Читать книгу Kurze Formen in der Sprache / Formes brèves de la langue - Anne-Laure Daux-Combaudon - Страница 27

7 Rückblick

Оглавление

Das Phänomen der Verblosigkeit und damit verbundene Erscheinungen der In- bzw. Afinitheit sind – u.a. als strukturinternes Kompressionsmittel – nahezu in jeder natürlichen Sprache vorhanden, auch wenn ihre Verbreitung und Anwendung gewissen Restriktionen unterliegt, die sich von Sprache zu Sprache z.T. stark unterscheiden. Auch diachron gesehen gibt es gewisse Tendenzen, die die Entwicklungsrichtung anzeigen: In der Germania und z.T. in der Slavia ist dies generell eine Entwicklung zur stärkeren Ausprägung finiter Ausdrücke, auch wenn bei bestimmten Textsorten nach wie vor Afinitheit, wenn nicht dominant, so zumindest relativ stark vertreten ist.

Verblose bzw. in- oder afinite Sätze, welche zu „Vollsätzen“ mit dem Verbum finitum ergänzt werden können, sind gemeinhin als Ellipsen einzustufen, auch wenn nicht jede Ergänzungsprozedur eine dem Satz ohne Finitum volläquivalente Proposition ergibt. Ellipsen sind ihrerseits nicht homogen. Bei einer overten Ellipse ist das einzusetzende Verb in aller Regel unspezifiziert und lässt daher eine – wenngleich beschränkte – Wahl bzw. Varianz zu. Eine coverte Ellipse schließt dagegen in aller Regel Varianz aus. In den meisten Fällen handelt es sich dabei um das nachzutragende Verbum substantivum in Kopulafunktion. Typologisch lassen sich beide Arten der Ellipse lediglich auf die Satzoberfläche beziehen, universalgrammatisch liegen beiden ähnliche Tiefenstrukturen zugrunde.
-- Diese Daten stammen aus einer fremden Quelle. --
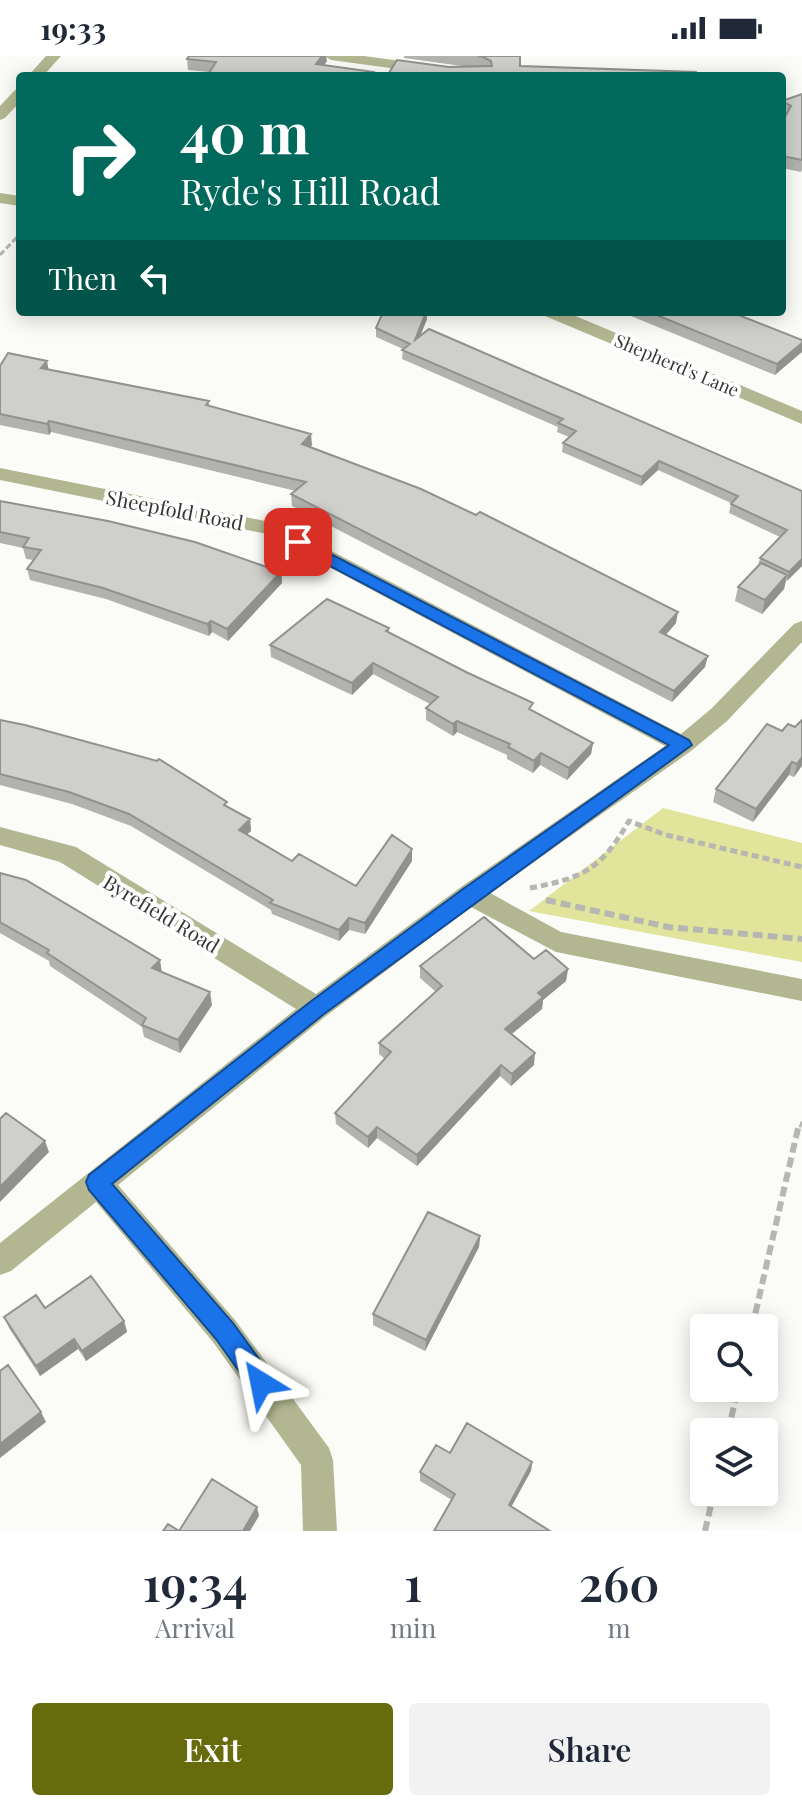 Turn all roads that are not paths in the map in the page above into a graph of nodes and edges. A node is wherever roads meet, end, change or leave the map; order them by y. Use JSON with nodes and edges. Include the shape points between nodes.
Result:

Nichtelliptische Sätze ohne Finitum haben das Merkmal der Verbalität an der Satzoberfläche in der Form infiniter Verbformen, aber im Gegensatz zu den Ellipsen, bei denen Finitheit generell ableitbar ist, beschränkt sich die „Verbalität“ dieser Satzgebilde auf infinite Verbformen, wodurch sie zu „absoluten“ und damit vergleichbaren nonfiniten Satzstrukturen gezählt werden müssen.

Die angestellten Überlegungen stellen nun das Merkmal der Finitheit als formal gültiges Satzkriterium in Frage und lassen eine Proposition auch dann als vollwertigen Satz einstufen, wenn die dadurch ausgedrückte Prädikation ohne Finitum, ja gar ohne Verb an der Satzoberfläche erscheint.

Dies gilt übrigens auch für die historischen Konstruktionen: Die prädikative Eigenständigkeit der afiniten Nebensätze ist genauso gesichert, wie wenn ein finites Verb vorhanden wäre. So nahe diese Folgerung liegt, so wenig wird sie in der Forschung reflektiert, da man sehr oft davon ausgeht, dass afinite Verbalperiphrasen wohl nur Abbreviaturen einst vollständiger Sätze sind und als solche keiner eingehenden Untersuchung bedürfen. Die Einsicht, dass sie als vollgültige Prädikate fungieren, eröffnet eine neue Sicht auf ihre Entstehungsgeschichte sowie Entwicklungslinien und Wendepunkte.

Der auffällig häufige Gebrauch afiniter Satzstrukturen in frühneuzeitlichen Texten, darunter vor allem Kanzleitexten, deutet darauf hin, dass es neben strukturellen Faktoren auch stilistische und pragmatische Gründe für die Verwendung afiniter Konstruktionen gibt. Zu den Letzteren zählen u.a. die Betonung des besonderen Status des Textes sowie die Tendenz zum ökonomischen Sprachgebrauch, was im Falle der Verwaltungstexte, die ja per se umfangreich sind, von großem praktischem Nutzen ist.

Am häufigsten werden die finiten Hilfsverben in den temporalen Verbalperiphrasen im Perfekt und Plusquamperfekt (Passiv und Aktiv) ausgelassen. Der Anteil anderer Konstruktionstypen ist relativ gering. Nach ihrer Blütezeit im 17. und 18. Jahrhundert ist ein spürbarer Rückgang der Formen zu verzeichnen. In der Gegenwartssprache beobachtet man allerdings, wie bereits erwähnt, eine erneute Tendenz zur Auslassung der Verba finita, auch wenn dies vor allem das Hauptsatzparadigma betrifft und durch völlig andere Gründe (z.B. emphatische oder stilistische Markierung) motiviert ist.